-- Stored data follows --
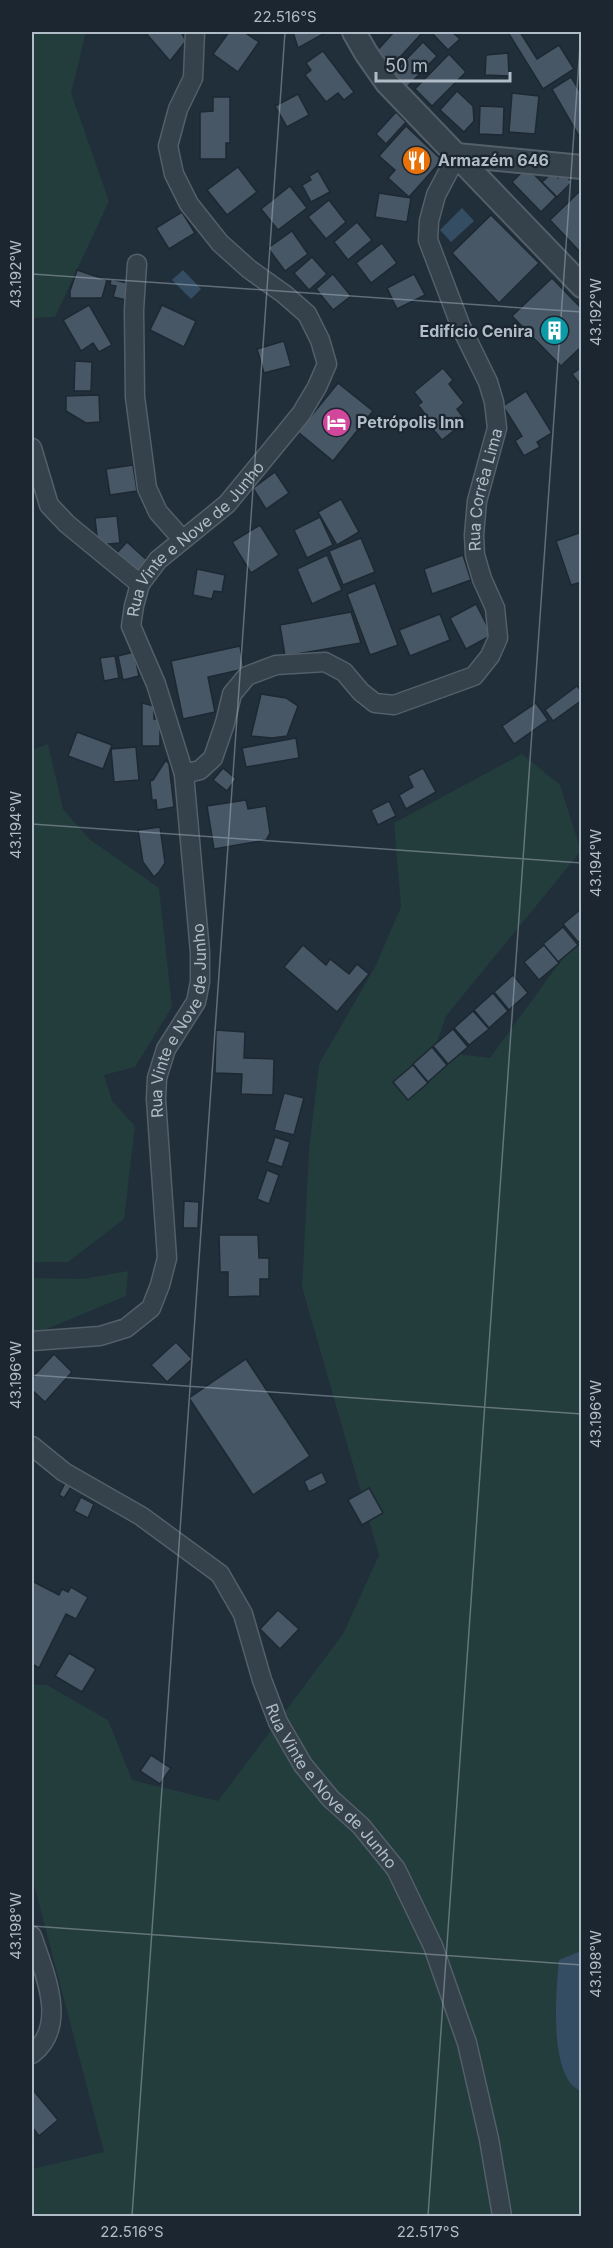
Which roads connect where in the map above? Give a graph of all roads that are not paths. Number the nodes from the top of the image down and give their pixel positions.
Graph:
1 (195, 32) edge
2 (354, 32) edge
3 (457, 155) junction
4 (582, 167) edge
5 (137, 264) dead end
6 (582, 286) edge
7 (32, 448) edge
8 (182, 539) junction
9 (140, 584) junction
10 (184, 774) junction
11 (32, 1341) edge
12 (32, 1446) edge
13 (32, 1936) edge
14 (32, 2054) edge
15 (502, 2217) edge

1 - 8 street, Rua Vinte e Nove de Junho
2 - 3 street
3 - 4 street
3 - 6 street
3 - 10 street, Rua Corrêa Lima
5 - 8 street
7 - 9 street
8 - 9 street, Rua Vinte e Nove de Junho
9 - 10 street, Rua Vinte e Nove de Junho
10 - 11 street, Rua Vinte e Nove de Junho
12 - 15 street, Rua Vinte e Nove de Junho
13 - 14 street

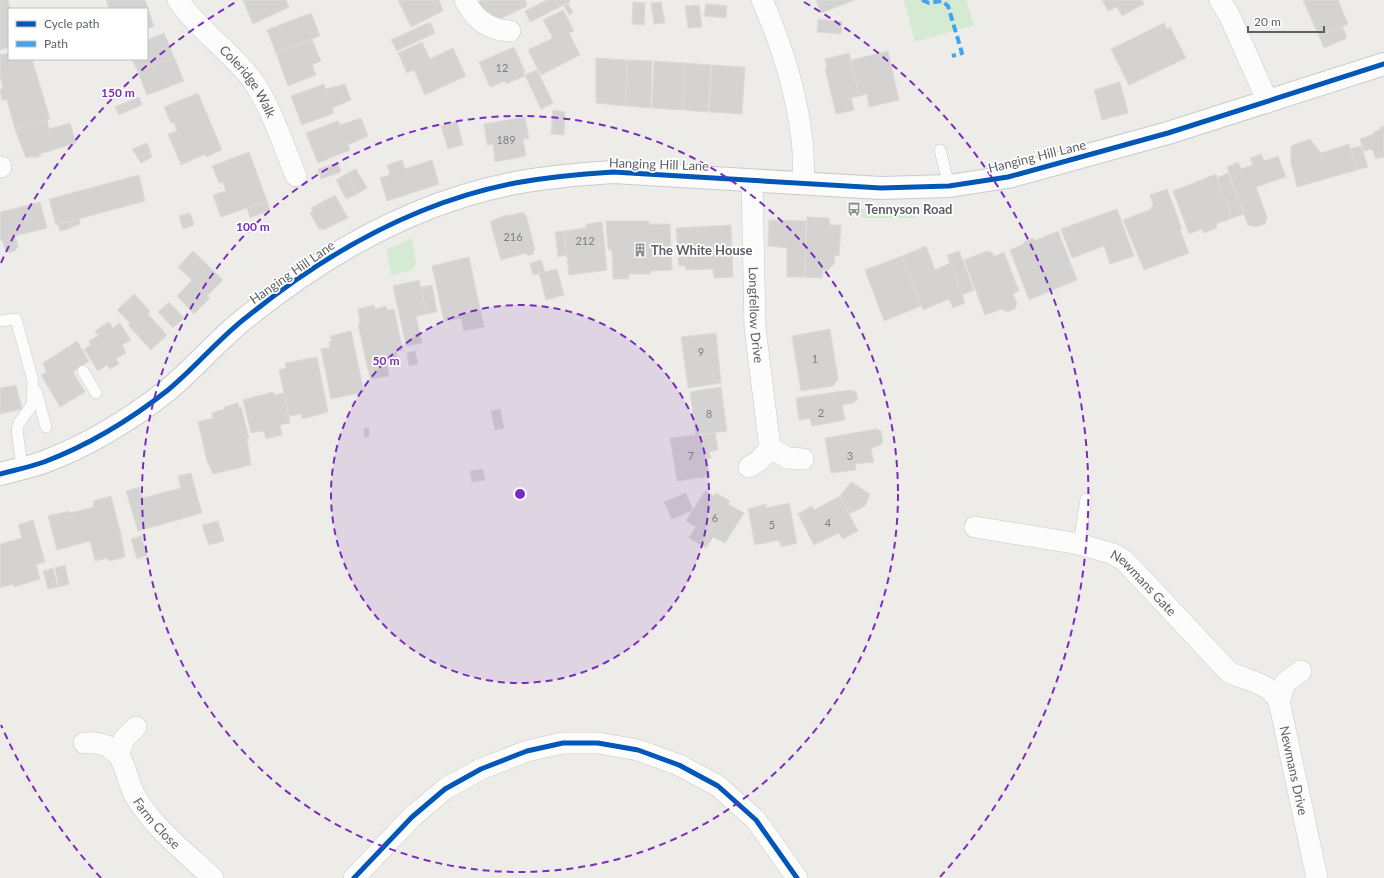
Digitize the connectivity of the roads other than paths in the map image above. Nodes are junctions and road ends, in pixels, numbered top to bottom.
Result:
1 (178, 0) edge
2 (465, 0) edge
3 (762, 0) edge
4 (1220, 0) edge
5 (510, 31) dead end
6 (1384, 64) edge
7 (1268, 102) junction
8 (940, 150) dead end
9 (296, 176) dead end
10 (752, 180) junction
11 (804, 183) junction
12 (950, 186) junction
13 (0, 321) edge
14 (83, 371) dead end
15 (33, 381) junction
16 (96, 393) dead end
17 (46, 427) dead end
18 (770, 448) junction
19 (803, 459) dead end
20 (749, 467) dead end
21 (22, 468) junction
22 (0, 474) edge
23 (1086, 499) dead end
24 (975, 527) dead end
25 (1078, 544) junction
26 (1301, 671) dead end
27 (1279, 701) junction
28 (136, 727) dead end
29 (84, 743) dead end
30 (118, 755) junction
31 (213, 878) edge
32 (354, 878) edge
33 (797, 878) edge
34 (1317, 878) edge

1 - 9 street, Coleridge Walk
2 - 5 street
3 - 11 street
4 - 7 street
6 - 7 street, Hanging Hill Lane
7 - 12 street, Hanging Hill Lane
8 - 12 lane
10 - 11 street, Hanging Hill Lane
10 - 18 street, Longfellow Drive
10 - 21 street, Hanging Hill Lane
11 - 12 street, Hanging Hill Lane
13 - 15 lane
14 - 16 lane
15 - 17 lane
15 - 21 lane
18 - 19 street
18 - 20 street
21 - 22 street, Hanging Hill Lane
23 - 25 lane
24 - 25 street, Newmans Gate
25 - 27 street, Newmans Gate
26 - 27 street
27 - 34 street, Newmans Drive
28 - 30 street
29 - 30 street
30 - 31 street, Farm Close
32 - 33 street

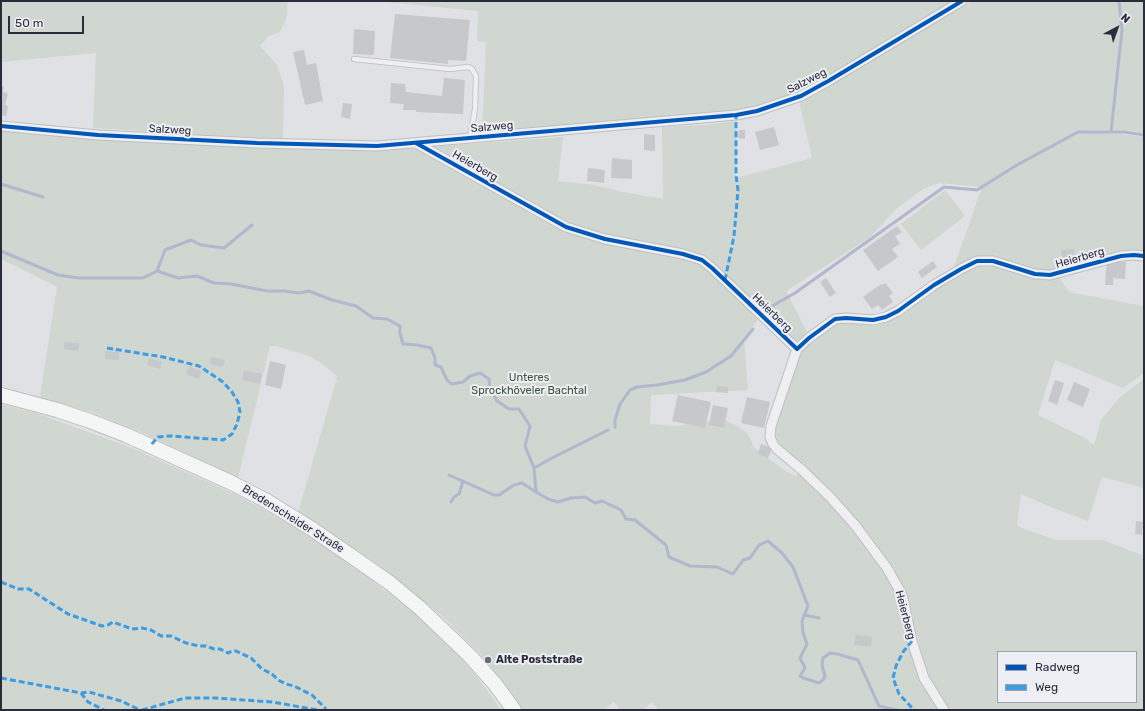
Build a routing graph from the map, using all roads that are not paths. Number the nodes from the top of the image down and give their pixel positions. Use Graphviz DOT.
graph roads {
  1 [pos="959,2"];
  2 [pos="354,59"];
  3 [pos="1,126"];
  4 [pos="470,138"];
  5 [pos="416,143"];
  6 [pos="1144,256"];
  7 [pos="797,349"];
  8 [pos="1,395"];
  9 [pos="514,710"];
  10 [pos="944,710"];
  1 -- 4 [label="street, Salzweg"];
  2 -- 4 [label="lane"];
  3 -- 5 [label="street, Salzweg"];
  4 -- 5 [label="street, Salzweg"];
  5 -- 7 [label="street, Heierberg"];
  6 -- 7 [label="street, Heierberg"];
  7 -- 10 [label="street, Heierberg"];
  8 -- 9 [label="main road, Bredenscheider Straße"];
}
-- Stored data concluded --
▸ Exercise goal:
Please copy out each line in the entries that mentions the string "above".

▸ Result of the task:
Which roads connect where in the map above? Give a graph of all roads that are not paths. Number the nodes from the top of the image down and give their pixel positions.
Digitize the connectivity of the roads other than paths in the map image above. Nodes are junctions and road ends, in pixels, numbered top to bottom.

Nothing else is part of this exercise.